§ DESCRIPTION OF THE TASK
Among the records below, find each line containing the word "struct" and copy it.

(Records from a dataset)
___
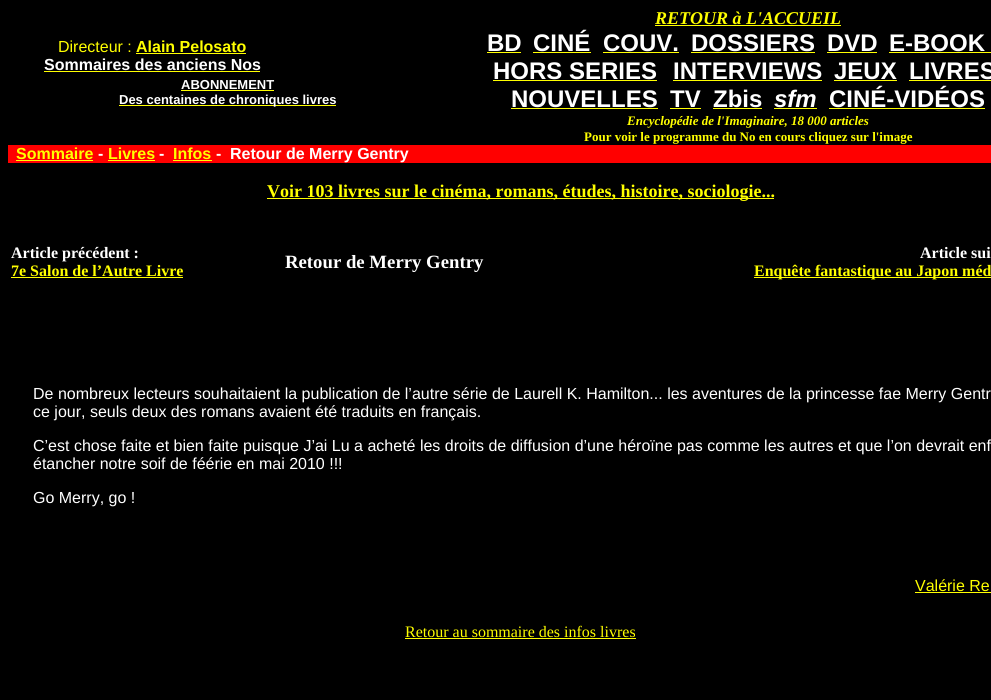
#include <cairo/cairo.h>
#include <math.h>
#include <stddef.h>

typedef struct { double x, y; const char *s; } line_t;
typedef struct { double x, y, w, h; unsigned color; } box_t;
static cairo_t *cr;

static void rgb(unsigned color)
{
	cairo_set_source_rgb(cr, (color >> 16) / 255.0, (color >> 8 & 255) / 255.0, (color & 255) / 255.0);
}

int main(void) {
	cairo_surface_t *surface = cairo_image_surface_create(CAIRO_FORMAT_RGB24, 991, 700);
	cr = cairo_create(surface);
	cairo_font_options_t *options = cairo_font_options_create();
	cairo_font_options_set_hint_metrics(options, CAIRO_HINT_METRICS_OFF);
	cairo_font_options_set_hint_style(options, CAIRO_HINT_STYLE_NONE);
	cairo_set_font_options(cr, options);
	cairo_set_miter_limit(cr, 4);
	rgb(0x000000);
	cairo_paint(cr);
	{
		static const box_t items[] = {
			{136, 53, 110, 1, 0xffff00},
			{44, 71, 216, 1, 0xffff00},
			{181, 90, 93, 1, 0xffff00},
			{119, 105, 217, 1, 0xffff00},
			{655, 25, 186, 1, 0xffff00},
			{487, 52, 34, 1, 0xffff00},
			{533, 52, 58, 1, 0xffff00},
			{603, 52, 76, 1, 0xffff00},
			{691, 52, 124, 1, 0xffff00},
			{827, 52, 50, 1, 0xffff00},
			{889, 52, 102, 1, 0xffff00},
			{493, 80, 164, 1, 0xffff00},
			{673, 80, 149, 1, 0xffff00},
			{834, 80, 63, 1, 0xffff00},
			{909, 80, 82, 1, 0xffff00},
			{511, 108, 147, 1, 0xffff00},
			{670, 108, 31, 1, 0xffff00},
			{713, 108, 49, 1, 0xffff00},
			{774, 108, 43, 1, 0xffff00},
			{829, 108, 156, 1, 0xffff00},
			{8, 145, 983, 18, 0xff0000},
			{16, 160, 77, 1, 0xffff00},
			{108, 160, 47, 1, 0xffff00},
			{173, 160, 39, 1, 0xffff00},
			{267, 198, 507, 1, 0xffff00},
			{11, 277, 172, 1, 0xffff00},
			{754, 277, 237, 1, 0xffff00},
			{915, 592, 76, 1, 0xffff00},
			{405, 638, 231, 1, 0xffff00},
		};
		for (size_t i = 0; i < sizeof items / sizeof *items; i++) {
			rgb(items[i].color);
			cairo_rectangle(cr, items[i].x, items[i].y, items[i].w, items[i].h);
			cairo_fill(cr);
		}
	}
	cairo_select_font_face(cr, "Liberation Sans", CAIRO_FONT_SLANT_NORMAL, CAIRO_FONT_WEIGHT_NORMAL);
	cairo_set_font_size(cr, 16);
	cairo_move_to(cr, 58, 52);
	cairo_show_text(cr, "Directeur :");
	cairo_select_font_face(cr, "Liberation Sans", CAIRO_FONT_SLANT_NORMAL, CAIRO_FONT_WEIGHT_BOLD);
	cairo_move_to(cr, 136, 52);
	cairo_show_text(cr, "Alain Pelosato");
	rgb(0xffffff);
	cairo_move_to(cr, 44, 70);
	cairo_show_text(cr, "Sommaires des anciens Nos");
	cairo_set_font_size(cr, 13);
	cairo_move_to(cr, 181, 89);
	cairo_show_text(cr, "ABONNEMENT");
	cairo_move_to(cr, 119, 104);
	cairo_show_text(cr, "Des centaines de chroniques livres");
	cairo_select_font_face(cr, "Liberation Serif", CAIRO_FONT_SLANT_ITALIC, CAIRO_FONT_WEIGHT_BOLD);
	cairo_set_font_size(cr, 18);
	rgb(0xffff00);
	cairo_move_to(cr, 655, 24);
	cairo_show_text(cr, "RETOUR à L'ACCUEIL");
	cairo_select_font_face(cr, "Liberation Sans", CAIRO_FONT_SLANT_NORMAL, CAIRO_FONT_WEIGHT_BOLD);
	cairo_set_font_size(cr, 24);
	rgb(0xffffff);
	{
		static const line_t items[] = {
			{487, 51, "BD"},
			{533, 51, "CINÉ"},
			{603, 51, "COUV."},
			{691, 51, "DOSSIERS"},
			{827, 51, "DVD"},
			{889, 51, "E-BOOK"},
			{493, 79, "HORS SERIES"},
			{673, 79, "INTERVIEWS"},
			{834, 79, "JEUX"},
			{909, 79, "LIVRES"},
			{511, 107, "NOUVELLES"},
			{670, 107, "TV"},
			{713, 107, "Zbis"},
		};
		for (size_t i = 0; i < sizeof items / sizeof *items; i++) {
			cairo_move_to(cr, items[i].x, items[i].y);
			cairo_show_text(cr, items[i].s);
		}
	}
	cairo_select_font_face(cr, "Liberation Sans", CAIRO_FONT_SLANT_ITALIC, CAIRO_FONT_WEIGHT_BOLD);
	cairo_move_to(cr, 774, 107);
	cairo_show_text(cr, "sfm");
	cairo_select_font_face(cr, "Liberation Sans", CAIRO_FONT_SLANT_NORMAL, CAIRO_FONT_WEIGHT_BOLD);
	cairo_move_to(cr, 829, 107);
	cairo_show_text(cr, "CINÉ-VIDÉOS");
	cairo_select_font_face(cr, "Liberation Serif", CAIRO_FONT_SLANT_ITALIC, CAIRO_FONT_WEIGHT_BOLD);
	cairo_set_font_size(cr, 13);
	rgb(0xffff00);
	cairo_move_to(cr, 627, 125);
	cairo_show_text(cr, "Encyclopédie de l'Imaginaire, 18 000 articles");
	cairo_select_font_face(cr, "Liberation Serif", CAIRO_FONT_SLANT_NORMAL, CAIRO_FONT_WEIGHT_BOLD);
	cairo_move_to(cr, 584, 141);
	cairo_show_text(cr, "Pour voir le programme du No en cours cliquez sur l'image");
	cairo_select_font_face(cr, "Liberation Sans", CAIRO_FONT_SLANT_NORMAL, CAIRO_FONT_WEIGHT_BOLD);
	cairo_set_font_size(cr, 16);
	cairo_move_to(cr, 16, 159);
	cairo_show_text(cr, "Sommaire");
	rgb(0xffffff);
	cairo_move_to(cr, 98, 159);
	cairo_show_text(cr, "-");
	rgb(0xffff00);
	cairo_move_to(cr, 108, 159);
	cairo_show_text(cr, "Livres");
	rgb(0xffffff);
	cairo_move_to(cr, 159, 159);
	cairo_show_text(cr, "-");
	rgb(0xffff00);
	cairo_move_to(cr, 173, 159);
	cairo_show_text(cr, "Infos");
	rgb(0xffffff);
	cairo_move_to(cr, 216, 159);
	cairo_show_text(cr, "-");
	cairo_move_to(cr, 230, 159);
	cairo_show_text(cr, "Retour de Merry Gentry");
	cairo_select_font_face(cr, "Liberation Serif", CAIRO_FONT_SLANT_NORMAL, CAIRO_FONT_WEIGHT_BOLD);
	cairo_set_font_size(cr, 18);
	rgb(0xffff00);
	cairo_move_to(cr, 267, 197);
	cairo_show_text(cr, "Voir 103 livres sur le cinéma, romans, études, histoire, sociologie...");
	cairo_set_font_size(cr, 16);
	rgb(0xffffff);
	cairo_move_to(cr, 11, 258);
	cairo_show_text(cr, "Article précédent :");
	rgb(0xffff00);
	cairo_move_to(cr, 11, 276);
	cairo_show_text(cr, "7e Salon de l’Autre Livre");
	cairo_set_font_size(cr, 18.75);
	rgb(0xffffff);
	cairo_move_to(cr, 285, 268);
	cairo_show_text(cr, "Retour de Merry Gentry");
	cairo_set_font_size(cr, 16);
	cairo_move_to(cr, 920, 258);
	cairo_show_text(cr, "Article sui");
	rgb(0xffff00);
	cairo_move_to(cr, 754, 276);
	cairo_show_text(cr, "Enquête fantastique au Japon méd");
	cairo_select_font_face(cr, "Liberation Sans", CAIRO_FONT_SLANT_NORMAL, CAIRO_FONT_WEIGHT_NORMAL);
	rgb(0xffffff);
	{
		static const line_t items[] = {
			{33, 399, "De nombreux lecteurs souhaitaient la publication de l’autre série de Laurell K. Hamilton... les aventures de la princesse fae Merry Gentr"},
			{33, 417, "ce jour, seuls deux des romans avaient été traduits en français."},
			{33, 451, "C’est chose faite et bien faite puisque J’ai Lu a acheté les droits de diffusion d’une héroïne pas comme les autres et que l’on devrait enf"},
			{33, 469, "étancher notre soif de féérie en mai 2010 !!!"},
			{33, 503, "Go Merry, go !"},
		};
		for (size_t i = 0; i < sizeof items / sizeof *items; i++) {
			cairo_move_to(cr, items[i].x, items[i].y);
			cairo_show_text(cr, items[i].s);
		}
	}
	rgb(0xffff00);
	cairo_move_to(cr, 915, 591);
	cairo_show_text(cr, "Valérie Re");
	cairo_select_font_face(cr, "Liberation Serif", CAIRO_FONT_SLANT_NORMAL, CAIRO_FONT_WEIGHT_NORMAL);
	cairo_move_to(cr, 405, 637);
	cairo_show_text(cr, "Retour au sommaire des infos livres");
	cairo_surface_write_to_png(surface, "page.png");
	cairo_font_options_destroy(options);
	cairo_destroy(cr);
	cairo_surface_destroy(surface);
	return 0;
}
___
§ TASK RESPONSE
typedef struct { double x, y; const char *s; } line_t;
typedef struct { double x, y, w, h; unsigned color; } box_t;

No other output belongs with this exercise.